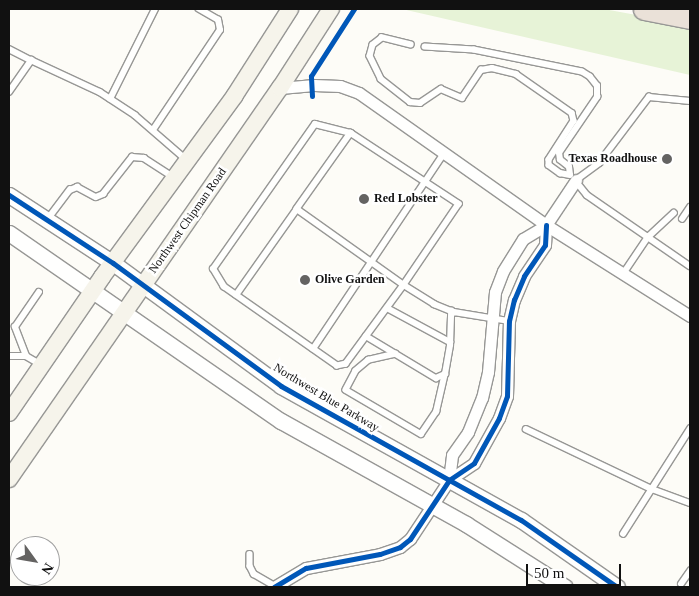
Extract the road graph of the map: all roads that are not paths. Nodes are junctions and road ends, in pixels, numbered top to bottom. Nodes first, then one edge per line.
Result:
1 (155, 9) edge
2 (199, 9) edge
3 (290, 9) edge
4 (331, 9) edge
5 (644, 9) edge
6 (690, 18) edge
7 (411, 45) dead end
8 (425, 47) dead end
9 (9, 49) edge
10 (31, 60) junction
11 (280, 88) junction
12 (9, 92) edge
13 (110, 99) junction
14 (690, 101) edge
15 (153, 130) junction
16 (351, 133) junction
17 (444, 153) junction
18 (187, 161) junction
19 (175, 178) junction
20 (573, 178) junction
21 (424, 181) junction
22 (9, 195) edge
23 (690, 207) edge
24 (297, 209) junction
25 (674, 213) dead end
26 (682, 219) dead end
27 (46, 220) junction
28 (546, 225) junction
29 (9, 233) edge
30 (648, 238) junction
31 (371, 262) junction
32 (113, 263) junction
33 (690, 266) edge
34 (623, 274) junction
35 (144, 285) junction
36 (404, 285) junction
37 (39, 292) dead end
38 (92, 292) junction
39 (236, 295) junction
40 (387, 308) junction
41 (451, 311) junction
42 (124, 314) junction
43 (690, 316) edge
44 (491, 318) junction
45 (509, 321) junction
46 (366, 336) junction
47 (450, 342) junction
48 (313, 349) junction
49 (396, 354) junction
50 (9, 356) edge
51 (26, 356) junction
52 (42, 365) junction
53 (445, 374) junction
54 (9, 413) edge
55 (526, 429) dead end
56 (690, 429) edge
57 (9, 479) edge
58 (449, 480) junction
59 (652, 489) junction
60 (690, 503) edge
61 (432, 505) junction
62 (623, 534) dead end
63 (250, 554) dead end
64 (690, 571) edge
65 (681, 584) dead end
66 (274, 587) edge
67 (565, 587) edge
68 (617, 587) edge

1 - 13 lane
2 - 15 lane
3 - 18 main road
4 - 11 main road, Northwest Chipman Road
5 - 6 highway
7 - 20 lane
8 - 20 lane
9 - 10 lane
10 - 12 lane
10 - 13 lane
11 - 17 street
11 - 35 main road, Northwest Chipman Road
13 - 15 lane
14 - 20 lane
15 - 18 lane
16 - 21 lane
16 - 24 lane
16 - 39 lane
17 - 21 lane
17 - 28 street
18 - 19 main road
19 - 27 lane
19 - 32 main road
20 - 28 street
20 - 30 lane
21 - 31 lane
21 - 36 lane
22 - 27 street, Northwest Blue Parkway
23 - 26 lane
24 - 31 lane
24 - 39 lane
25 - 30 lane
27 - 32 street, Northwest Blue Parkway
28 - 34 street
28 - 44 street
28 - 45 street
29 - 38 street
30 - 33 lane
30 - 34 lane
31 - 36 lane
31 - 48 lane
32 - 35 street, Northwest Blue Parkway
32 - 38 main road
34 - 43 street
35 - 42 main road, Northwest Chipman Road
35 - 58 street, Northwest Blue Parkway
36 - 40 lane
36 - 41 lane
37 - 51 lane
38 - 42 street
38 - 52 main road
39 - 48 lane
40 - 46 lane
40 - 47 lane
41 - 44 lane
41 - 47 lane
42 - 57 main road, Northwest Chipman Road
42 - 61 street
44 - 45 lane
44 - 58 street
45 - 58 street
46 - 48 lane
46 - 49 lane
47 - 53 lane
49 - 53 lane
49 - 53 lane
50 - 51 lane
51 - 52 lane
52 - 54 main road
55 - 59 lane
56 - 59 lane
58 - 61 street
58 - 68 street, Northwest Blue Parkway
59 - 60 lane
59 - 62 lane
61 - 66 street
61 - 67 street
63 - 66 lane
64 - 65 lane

========

→ **TASK PROMPT**
Any picture in the listing above gets left out; output the rest exactly.

→ **WORKED SOLUTION**
Extract the road graph of the map: all roads that are not paths. Nodes are junctions and road ends, in pixels, numbered top to bottom. Nodes first, then one edge per line.
Result:
1 (155, 9) edge
2 (199, 9) edge
3 (290, 9) edge
4 (331, 9) edge
5 (644, 9) edge
6 (690, 18) edge
7 (411, 45) dead end
8 (425, 47) dead end
9 (9, 49) edge
10 (31, 60) junction
11 (280, 88) junction
12 (9, 92) edge
13 (110, 99) junction
14 (690, 101) edge
15 (153, 130) junction
16 (351, 133) junction
17 (444, 153) junction
18 (187, 161) junction
19 (175, 178) junction
20 (573, 178) junction
21 (424, 181) junction
22 (9, 195) edge
23 (690, 207) edge
24 (297, 209) junction
25 (674, 213) dead end
26 (682, 219) dead end
27 (46, 220) junction
28 (546, 225) junction
29 (9, 233) edge
30 (648, 238) junction
31 (371, 262) junction
32 (113, 263) junction
33 (690, 266) edge
34 (623, 274) junction
35 (144, 285) junction
36 (404, 285) junction
37 (39, 292) dead end
38 (92, 292) junction
39 (236, 295) junction
40 (387, 308) junction
41 (451, 311) junction
42 (124, 314) junction
43 (690, 316) edge
44 (491, 318) junction
45 (509, 321) junction
46 (366, 336) junction
47 (450, 342) junction
48 (313, 349) junction
49 (396, 354) junction
50 (9, 356) edge
51 (26, 356) junction
52 (42, 365) junction
53 (445, 374) junction
54 (9, 413) edge
55 (526, 429) dead end
56 (690, 429) edge
57 (9, 479) edge
58 (449, 480) junction
59 (652, 489) junction
60 (690, 503) edge
61 (432, 505) junction
62 (623, 534) dead end
63 (250, 554) dead end
64 (690, 571) edge
65 (681, 584) dead end
66 (274, 587) edge
67 (565, 587) edge
68 (617, 587) edge

1 - 13 lane
2 - 15 lane
3 - 18 main road
4 - 11 main road, Northwest Chipman Road
5 - 6 highway
7 - 20 lane
8 - 20 lane
9 - 10 lane
10 - 12 lane
10 - 13 lane
11 - 17 street
11 - 35 main road, Northwest Chipman Road
13 - 15 lane
14 - 20 lane
15 - 18 lane
16 - 21 lane
16 - 24 lane
16 - 39 lane
17 - 21 lane
17 - 28 street
18 - 19 main road
19 - 27 lane
19 - 32 main road
20 - 28 street
20 - 30 lane
21 - 31 lane
21 - 36 lane
22 - 27 street, Northwest Blue Parkway
23 - 26 lane
24 - 31 lane
24 - 39 lane
25 - 30 lane
27 - 32 street, Northwest Blue Parkway
28 - 34 street
28 - 44 street
28 - 45 street
29 - 38 street
30 - 33 lane
30 - 34 lane
31 - 36 lane
31 - 48 lane
32 - 35 street, Northwest Blue Parkway
32 - 38 main road
34 - 43 street
35 - 42 main road, Northwest Chipman Road
35 - 58 street, Northwest Blue Parkway
36 - 40 lane
36 - 41 lane
37 - 51 lane
38 - 42 street
38 - 52 main road
39 - 48 lane
40 - 46 lane
40 - 47 lane
41 - 44 lane
41 - 47 lane
42 - 57 main road, Northwest Chipman Road
42 - 61 street
44 - 45 lane
44 - 58 street
45 - 58 street
46 - 48 lane
46 - 49 lane
47 - 53 lane
49 - 53 lane
49 - 53 lane
50 - 51 lane
51 - 52 lane
52 - 54 main road
55 - 59 lane
56 - 59 lane
58 - 61 street
58 - 68 street, Northwest Blue Parkway
59 - 60 lane
59 - 62 lane
61 - 66 street
61 - 67 street
63 - 66 lane
64 - 65 lane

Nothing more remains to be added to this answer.